- What to work on: Copy, from the data below, every line that has "Which" in it.

=== Data for review ===

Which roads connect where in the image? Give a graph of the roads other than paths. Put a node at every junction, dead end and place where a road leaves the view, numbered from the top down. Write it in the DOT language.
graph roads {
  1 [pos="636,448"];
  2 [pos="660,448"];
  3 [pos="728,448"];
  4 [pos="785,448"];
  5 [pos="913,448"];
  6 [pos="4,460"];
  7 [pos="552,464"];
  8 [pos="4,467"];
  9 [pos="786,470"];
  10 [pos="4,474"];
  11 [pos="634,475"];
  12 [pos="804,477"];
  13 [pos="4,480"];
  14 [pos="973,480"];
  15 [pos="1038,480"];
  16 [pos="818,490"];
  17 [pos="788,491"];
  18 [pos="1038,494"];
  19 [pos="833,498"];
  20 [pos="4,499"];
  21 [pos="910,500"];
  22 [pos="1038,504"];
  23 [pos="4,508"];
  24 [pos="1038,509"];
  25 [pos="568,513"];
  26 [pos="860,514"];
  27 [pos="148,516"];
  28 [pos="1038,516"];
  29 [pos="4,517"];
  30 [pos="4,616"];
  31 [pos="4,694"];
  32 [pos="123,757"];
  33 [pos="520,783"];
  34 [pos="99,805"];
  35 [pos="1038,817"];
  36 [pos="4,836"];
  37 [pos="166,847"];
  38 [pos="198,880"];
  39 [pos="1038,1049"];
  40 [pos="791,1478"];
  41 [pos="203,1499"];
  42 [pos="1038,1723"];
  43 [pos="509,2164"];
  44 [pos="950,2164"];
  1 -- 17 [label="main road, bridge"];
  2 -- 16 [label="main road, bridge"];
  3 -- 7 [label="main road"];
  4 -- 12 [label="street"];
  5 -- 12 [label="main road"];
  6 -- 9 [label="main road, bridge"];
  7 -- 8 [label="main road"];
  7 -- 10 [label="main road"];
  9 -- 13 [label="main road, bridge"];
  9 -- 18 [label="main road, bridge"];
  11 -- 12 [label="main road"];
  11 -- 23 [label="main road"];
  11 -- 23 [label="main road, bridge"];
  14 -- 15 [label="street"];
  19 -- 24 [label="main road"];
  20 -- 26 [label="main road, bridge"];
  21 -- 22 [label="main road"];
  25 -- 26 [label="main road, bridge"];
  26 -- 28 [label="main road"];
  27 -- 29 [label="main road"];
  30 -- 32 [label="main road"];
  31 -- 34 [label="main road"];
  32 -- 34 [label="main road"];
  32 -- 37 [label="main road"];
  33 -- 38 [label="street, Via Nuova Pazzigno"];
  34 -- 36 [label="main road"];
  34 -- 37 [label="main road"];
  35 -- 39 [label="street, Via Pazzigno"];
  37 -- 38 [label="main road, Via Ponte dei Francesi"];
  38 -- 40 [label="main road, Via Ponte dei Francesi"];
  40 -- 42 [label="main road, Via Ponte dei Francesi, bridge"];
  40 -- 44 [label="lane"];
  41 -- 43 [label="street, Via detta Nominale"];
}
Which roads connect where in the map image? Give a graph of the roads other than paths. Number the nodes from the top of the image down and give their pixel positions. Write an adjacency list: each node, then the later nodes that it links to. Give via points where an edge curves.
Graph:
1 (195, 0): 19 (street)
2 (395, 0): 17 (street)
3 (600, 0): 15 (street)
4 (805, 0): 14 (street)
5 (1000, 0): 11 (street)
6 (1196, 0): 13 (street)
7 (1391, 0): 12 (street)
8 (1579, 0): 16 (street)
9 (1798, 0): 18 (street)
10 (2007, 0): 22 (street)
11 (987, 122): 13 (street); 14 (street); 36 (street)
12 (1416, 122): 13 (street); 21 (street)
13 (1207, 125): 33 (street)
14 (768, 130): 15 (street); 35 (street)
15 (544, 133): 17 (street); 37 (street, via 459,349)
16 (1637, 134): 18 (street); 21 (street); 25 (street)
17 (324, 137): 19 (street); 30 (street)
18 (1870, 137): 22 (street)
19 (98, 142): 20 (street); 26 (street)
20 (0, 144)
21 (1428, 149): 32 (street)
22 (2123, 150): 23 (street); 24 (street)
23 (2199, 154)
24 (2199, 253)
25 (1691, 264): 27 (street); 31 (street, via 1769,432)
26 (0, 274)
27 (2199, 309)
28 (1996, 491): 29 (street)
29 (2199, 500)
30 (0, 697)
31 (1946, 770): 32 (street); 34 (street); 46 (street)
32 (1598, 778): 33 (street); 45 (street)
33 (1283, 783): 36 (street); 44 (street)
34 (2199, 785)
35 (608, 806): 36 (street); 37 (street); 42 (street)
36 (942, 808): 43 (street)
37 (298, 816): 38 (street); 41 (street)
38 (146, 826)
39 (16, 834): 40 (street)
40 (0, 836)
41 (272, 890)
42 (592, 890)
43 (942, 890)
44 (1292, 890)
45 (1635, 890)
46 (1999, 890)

===

- Solution:
Which roads connect where in the image? Give a graph of the roads other than paths. Put a node at every junction, dead end and place where a road leaves the view, numbered from the top down. Write it in the DOT language.
Which roads connect where in the map image? Give a graph of the roads other than paths. Number the nodes from the top of the image down and give their pixel positions. Write an adjacency list: each node, then the later nodes that it links to. Give via points where an edge curves.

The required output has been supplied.